◆ **Assigned task**
Search the material below for the string "Bolívar" and list each line that holds it.
--
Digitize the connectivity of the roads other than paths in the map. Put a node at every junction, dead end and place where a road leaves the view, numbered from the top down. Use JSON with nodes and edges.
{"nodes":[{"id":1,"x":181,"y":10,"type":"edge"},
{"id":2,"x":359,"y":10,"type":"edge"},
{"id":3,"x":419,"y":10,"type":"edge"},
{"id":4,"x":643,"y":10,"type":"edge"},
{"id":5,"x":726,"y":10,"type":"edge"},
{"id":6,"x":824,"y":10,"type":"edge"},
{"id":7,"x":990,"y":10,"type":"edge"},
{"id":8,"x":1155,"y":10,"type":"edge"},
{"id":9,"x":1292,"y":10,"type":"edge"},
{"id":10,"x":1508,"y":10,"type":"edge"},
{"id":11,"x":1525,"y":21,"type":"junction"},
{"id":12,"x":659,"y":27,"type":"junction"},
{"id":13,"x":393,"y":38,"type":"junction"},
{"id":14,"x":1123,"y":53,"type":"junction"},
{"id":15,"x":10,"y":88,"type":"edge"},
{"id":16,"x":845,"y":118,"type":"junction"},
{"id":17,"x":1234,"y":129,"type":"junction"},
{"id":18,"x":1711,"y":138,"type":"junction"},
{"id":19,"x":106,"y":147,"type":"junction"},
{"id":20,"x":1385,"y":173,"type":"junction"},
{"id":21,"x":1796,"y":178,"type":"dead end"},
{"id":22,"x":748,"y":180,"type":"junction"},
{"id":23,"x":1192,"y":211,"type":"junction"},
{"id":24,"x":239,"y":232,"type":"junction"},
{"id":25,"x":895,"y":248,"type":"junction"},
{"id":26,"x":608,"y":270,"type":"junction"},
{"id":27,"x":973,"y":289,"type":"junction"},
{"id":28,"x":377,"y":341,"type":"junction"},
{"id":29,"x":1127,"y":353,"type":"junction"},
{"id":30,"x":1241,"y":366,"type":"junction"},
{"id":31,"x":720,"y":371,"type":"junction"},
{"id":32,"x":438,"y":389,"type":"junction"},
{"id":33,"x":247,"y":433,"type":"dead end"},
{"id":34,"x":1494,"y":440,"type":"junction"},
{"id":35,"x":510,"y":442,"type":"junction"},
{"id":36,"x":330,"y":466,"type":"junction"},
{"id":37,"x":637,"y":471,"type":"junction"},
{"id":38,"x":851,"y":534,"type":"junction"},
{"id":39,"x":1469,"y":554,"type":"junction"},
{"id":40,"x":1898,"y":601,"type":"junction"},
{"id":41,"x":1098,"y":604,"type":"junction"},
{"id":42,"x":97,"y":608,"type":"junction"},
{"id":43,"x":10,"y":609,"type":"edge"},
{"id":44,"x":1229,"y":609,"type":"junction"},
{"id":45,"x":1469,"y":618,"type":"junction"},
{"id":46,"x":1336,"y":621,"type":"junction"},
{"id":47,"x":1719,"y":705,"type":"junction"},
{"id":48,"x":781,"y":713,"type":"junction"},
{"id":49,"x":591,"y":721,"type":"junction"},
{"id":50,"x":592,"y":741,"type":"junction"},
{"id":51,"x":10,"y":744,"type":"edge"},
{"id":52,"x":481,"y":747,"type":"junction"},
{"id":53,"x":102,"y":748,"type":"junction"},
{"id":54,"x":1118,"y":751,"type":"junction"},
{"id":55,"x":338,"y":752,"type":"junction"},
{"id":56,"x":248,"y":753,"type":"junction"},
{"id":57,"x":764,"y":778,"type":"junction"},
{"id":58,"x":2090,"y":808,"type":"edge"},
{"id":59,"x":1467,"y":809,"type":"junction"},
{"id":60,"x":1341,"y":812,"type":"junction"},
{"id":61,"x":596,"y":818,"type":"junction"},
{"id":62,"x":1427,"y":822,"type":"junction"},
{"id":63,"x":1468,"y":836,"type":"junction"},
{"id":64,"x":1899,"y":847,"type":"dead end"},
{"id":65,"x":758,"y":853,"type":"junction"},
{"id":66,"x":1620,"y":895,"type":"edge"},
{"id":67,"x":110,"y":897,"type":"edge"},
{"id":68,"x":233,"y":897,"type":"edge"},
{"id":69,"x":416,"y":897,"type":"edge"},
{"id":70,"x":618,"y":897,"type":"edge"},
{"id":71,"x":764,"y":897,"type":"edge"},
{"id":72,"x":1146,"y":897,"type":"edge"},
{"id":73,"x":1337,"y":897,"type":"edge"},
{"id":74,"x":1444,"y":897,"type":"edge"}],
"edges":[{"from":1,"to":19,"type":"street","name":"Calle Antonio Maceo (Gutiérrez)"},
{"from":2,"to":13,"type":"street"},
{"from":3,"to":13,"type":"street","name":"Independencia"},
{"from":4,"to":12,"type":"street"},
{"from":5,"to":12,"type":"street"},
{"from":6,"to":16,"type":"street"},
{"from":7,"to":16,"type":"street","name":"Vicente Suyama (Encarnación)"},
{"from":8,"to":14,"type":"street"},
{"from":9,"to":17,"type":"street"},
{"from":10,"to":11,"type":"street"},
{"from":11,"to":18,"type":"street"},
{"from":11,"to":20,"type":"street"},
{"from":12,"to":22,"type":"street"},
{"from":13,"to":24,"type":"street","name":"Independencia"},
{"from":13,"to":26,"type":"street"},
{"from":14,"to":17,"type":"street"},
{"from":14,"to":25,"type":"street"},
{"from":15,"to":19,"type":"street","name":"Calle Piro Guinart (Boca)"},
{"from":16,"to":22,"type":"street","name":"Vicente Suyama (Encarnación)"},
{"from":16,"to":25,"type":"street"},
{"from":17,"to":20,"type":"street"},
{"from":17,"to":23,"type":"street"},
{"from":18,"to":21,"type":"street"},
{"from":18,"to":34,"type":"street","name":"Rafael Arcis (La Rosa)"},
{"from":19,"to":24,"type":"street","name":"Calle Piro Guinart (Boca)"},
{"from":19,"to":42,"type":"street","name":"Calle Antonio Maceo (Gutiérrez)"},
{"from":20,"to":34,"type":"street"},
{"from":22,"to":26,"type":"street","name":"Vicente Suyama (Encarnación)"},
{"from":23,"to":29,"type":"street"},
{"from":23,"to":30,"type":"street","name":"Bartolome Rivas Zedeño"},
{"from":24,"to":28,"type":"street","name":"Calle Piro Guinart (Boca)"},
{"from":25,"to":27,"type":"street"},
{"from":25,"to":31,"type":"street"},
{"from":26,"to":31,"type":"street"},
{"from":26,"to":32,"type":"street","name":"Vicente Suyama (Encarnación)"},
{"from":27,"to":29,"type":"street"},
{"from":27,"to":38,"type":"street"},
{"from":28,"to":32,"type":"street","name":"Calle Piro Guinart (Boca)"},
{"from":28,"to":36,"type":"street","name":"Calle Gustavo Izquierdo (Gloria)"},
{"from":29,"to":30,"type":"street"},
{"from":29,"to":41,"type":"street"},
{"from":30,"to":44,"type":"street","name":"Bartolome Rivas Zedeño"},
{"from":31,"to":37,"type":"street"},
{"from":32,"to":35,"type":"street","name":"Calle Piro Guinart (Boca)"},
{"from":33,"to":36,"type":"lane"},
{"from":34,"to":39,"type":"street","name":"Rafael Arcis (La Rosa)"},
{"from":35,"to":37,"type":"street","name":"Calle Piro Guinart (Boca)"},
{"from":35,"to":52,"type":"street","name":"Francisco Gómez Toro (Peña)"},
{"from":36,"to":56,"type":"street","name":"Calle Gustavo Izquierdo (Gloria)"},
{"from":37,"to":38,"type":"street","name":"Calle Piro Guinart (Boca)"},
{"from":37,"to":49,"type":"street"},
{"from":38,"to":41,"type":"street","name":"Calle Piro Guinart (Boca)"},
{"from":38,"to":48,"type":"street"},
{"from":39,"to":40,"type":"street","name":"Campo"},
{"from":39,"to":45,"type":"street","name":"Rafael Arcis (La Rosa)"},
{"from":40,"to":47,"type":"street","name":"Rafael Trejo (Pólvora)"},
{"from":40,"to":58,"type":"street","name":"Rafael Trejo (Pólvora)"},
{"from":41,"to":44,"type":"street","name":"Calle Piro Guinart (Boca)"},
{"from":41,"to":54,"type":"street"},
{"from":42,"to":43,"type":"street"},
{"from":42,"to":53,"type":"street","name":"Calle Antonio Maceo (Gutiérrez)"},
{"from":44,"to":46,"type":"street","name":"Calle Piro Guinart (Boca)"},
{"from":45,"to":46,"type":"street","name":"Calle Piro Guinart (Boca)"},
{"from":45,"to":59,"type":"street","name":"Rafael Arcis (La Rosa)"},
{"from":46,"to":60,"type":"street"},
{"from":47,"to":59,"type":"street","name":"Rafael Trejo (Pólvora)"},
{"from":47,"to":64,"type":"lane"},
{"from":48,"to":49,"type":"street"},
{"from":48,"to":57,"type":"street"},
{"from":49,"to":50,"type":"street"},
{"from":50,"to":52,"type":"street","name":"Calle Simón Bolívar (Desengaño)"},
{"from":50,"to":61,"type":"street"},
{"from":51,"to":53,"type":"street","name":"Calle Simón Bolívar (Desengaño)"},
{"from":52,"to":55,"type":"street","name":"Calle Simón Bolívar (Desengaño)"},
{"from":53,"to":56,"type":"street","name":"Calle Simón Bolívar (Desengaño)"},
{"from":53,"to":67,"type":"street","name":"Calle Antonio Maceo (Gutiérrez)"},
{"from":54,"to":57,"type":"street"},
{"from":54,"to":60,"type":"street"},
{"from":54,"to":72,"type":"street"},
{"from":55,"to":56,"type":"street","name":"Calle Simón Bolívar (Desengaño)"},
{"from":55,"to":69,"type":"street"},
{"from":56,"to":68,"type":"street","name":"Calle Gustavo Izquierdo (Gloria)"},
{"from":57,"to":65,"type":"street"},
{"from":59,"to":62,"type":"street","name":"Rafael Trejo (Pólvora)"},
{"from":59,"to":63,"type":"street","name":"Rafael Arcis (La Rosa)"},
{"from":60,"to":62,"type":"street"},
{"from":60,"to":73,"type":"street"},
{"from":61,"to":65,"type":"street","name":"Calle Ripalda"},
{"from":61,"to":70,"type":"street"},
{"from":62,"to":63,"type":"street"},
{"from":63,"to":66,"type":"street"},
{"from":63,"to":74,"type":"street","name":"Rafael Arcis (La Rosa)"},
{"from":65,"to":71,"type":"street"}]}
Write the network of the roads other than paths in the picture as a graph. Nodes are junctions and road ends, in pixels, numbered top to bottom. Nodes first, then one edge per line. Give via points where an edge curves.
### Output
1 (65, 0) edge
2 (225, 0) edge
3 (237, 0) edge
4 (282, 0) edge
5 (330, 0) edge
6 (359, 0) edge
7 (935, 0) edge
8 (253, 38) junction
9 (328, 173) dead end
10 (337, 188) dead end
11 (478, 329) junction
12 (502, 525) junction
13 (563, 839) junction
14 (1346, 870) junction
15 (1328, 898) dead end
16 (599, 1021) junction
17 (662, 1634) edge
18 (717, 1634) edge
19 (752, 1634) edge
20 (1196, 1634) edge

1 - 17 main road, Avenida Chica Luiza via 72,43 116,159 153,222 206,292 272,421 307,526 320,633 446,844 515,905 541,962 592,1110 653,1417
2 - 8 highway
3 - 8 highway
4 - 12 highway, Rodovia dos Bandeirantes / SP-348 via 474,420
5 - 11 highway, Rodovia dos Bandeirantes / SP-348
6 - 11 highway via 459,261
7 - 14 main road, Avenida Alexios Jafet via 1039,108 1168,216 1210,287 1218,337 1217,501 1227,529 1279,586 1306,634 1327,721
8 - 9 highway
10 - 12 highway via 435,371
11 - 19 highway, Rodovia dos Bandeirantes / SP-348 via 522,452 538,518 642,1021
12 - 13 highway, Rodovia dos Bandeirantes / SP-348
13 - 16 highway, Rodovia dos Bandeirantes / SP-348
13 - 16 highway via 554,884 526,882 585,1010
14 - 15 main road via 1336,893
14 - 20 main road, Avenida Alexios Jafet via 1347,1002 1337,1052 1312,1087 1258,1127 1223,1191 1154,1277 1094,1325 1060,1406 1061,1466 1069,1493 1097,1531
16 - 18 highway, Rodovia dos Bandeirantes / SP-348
--
◆ **Problem solution**
{"from":50,"to":52,"type":"street","name":"Calle Simón Bolívar (Desengaño)"},
{"from":51,"to":53,"type":"street","name":"Calle Simón Bolívar (Desengaño)"},
{"from":52,"to":55,"type":"street","name":"Calle Simón Bolívar (Desengaño)"},
{"from":53,"to":56,"type":"street","name":"Calle Simón Bolívar (Desengaño)"},
{"from":55,"to":56,"type":"street","name":"Calle Simón Bolívar (Desengaño)"},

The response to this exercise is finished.